Rebel commanders say the next and final step to cutting off government supply routes to Aleppo will be taking control of the city's airport. Security forces in the city are reportedly dependent on airlifts because the road connecting Aleppo and Damascus is under rebel control. The airport is reported to be surrounded on three sides by rebel fighters.
On 26 November, rebel fighters reportedly captured a hydroelectric dam on the River Euphrates. Activists said Tishrin Dam, east of Aleppo near the town of Manbij, was a strategic location. It is an important source of electric power and bears a major road between Aleppo and the east.
After the capture of the Mayadin military base six days earlier, one rebel commander claimed that the opposition now controlled the Euphrates valley from Deir al-Zour the Iraqi border.
The government's main focus is said to be holding Damascus and a corridor northwards through Homs and Hama to the coastal province of Latakia, a stronghold of President Assad's minority Alawite sect.
The rebels have so far failed to obtain the significant numbers of anti-aircraft weapons and armoured vehicles which their commanders say they need to repel attacks on their positions and civilians in areas under their control, and ultimately defeat government forces.
Western and regional powers have been reluctant to arm the rebels because of disunity within the main opposition coalition and the increasing presence of jihadist militants.
Weapons seized after capturing military compounds and bases have therefore been essential to the rebels' gradual transformation into forces able to challenge the government.
More important than the fall of the 46th Regiment's base, therefore, were the weapons the rebels found inside.

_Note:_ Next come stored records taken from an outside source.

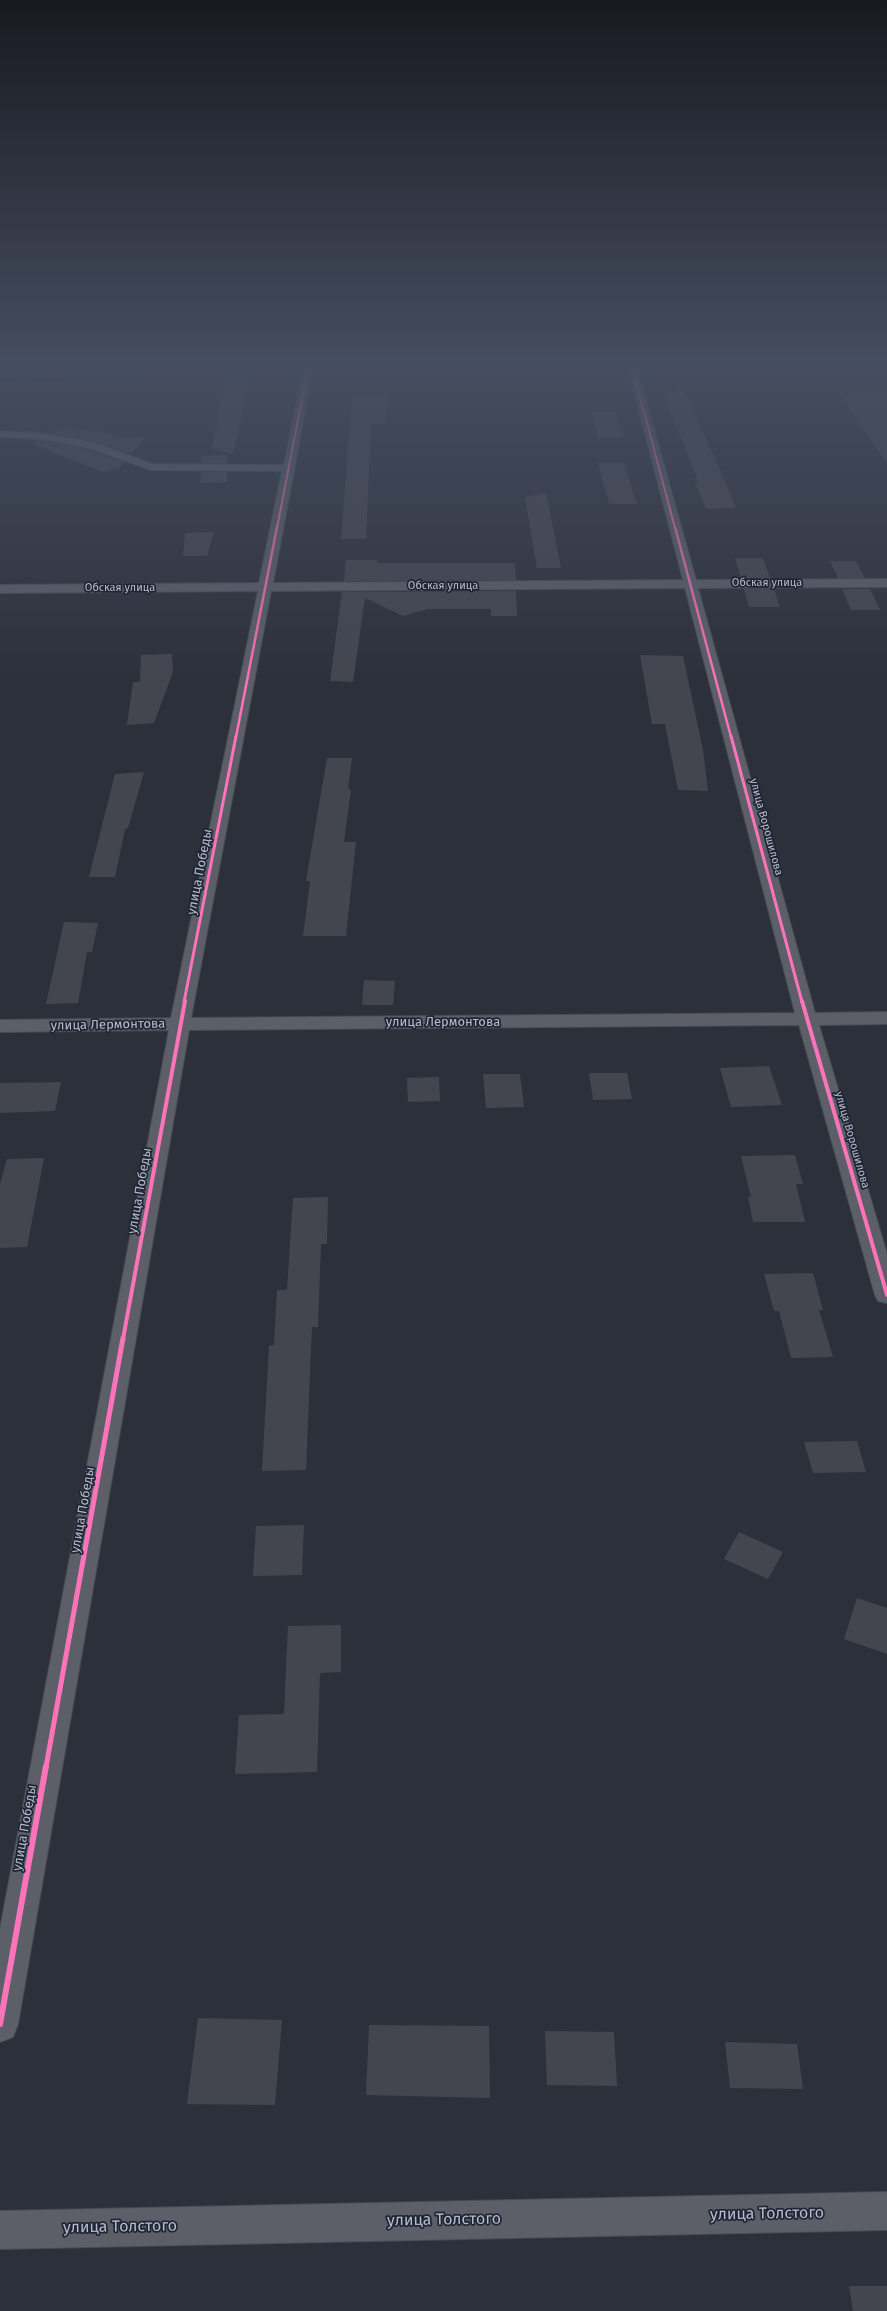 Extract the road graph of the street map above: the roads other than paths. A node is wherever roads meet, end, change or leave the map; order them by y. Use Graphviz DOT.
graph roads {
  1 [pos="287,471"];
  2 [pos="660,471"];
  3 [pos="887,583"];
  4 [pos="691,584"];
  5 [pos="265,587"];
  6 [pos="0,589"];
  7 [pos="887,1018"];
  8 [pos="807,1019"];
  9 [pos="180,1024"];
  10 [pos="0,1026"];
  11 [pos="887,1295"];
  12 [pos="0,2024"];
  13 [pos="887,2211"];
  14 [pos="0,2230"];
  1 -- 5 [label="street, улица Победы"];
  2 -- 4 [label="street, улица Ворошилова"];
  3 -- 4 [label="street, Обская улица"];
  4 -- 5 [label="street, Обская улица"];
  4 -- 8 [label="street, улица Ворошилова"];
  5 -- 6 [label="street, Обская улица"];
  5 -- 9 [label="street, улица Победы"];
  7 -- 8 [label="street, улица Лермонтова"];
  8 -- 9 [label="street, улица Лермонтова"];
  8 -- 11 [label="street, улица Ворошилова"];
  9 -- 10 [label="street, улица Лермонтова"];
  9 -- 12 [label="street, улица Победы"];
  13 -- 14 [label="street, улица Толстого"];
} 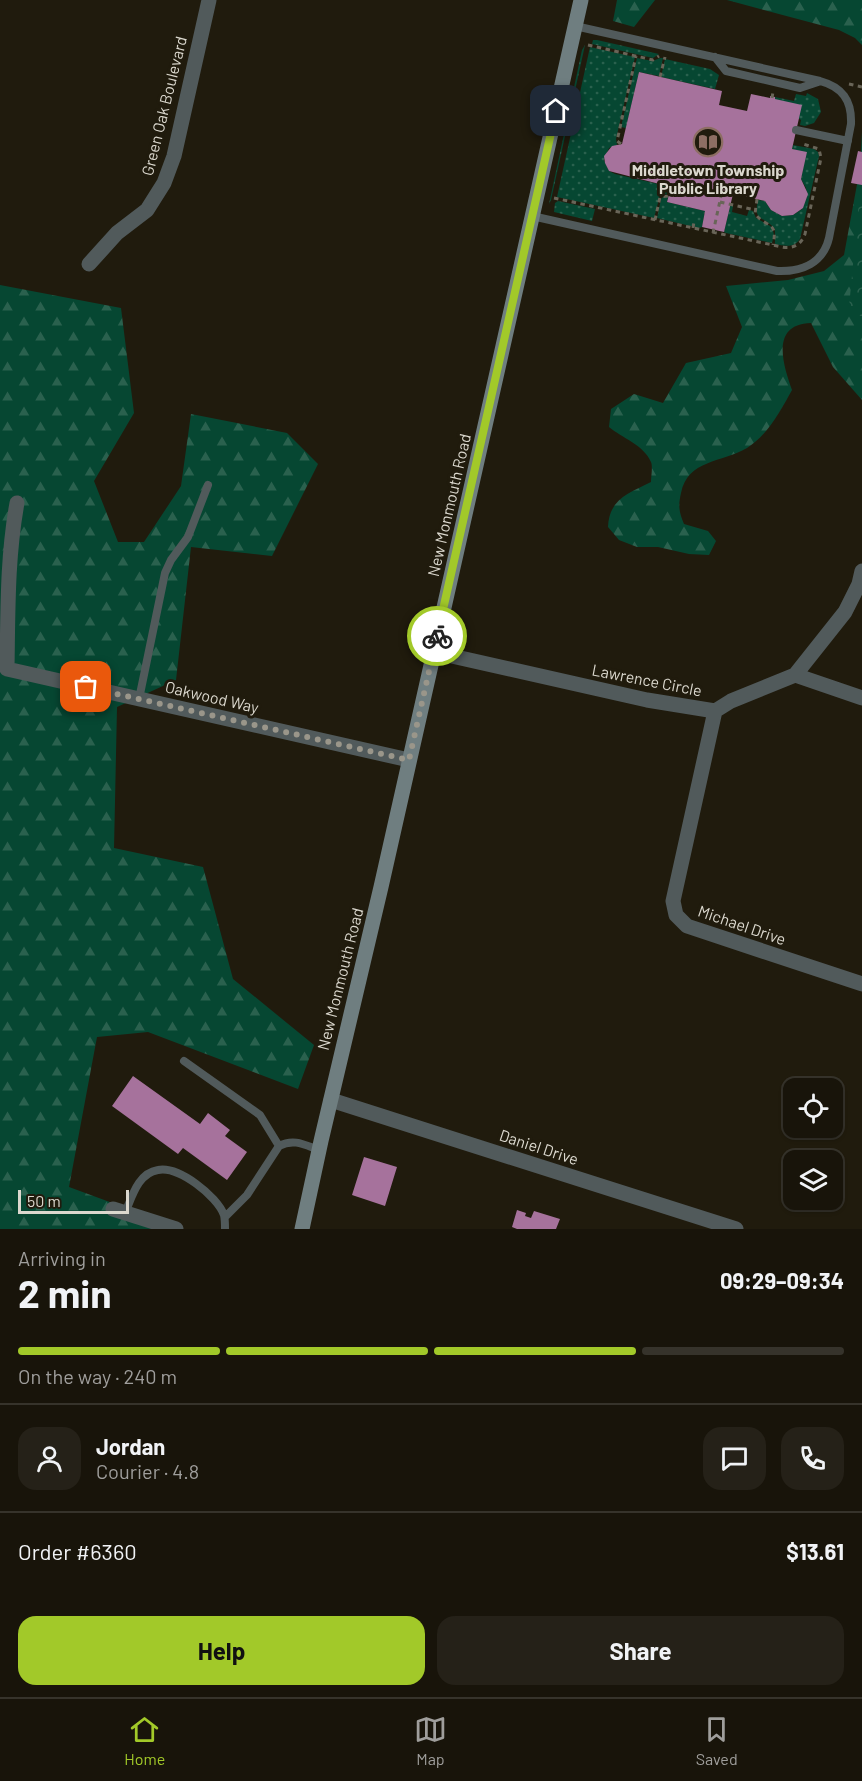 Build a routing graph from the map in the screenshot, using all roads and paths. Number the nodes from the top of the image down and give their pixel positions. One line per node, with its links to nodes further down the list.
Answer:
1 (209, 0): 26 (street, Green Oak Boulevard)
2 (581, 0): 3 (main road, New Monmouth Road)
3 (575, 26): 12 (lane); 20 (main road, New Monmouth Road)
4 (588, 45): 5 (path)
5 (636, 56): 6 (path); 9 (path)
6 (660, 77)
7 (848, 84): 8 (path)
8 (862, 87)
9 (620, 128): 10 (path); 13 (path)
10 (626, 129)
11 (797, 130): 12 (lane); 25 (path)
12 (848, 141): 20 (lane)
13 (621, 144)
14 (669, 196): 21 (path)
15 (721, 196): 18 (path)
16 (554, 198): 21 (path)
17 (757, 199): 19 (path)
18 (720, 202): 19 (path); 24 (path)
19 (754, 210): 25 (path)
20 (532, 216): 31 (main road, New Monmouth Road)
21 (655, 220): 23 (path)
22 (694, 222): 23 (path)
23 (693, 228): 24 (path)
24 (713, 232): 25 (path)
25 (773, 245)
26 (89, 264)
27 (208, 485): 35 (lane)
28 (17, 502): 29 (street)
29 (5, 536): 32 (street)
30 (862, 571): 33 (street, Lawrence Circle)
31 (434, 652): 36 (street, Lawrence Circle); 37 (main road, New Monmouth Road)
32 (3, 671): 35 (street, Oakwood Way)
33 (795, 675): 34 (street); 36 (street, Lawrence Circle)
34 (862, 698)
35 (140, 699): 37 (street, Oakwood Way)
36 (715, 711): 38 (street, Michael Drive)
37 (409, 760): 40 (main road, New Monmouth Road)
38 (862, 984)
39 (183, 1061): 41 (lane)
40 (331, 1100): 42 (main road, New Monmouth Road); 48 (street, Daniel Drive)
41 (279, 1146): 42 (lane); 44 (lane)
42 (319, 1150): 47 (main road, New Monmouth Road)
43 (119, 1211): 44 (lane); 45 (street)
44 (225, 1217): 46 (lane)
45 (176, 1229)
46 (225, 1229)
47 (302, 1229)
48 (736, 1229)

They are reported to have captured at least three tanks, other heavy weapons and lorryloads of rifles and ammunition, including mortars, artillery shells and rockets.
Gen Ahmed al-Faj, who belongs to a joint command of rebel brigades, told the Associated Press at the time: "There has never been a battle before with this much booty."
Rebels also claimed to have seized a number of mobile anti-aircraft guns at two air defence bases outside Damascus which they recently overran, as well as at Marj al-Sultan.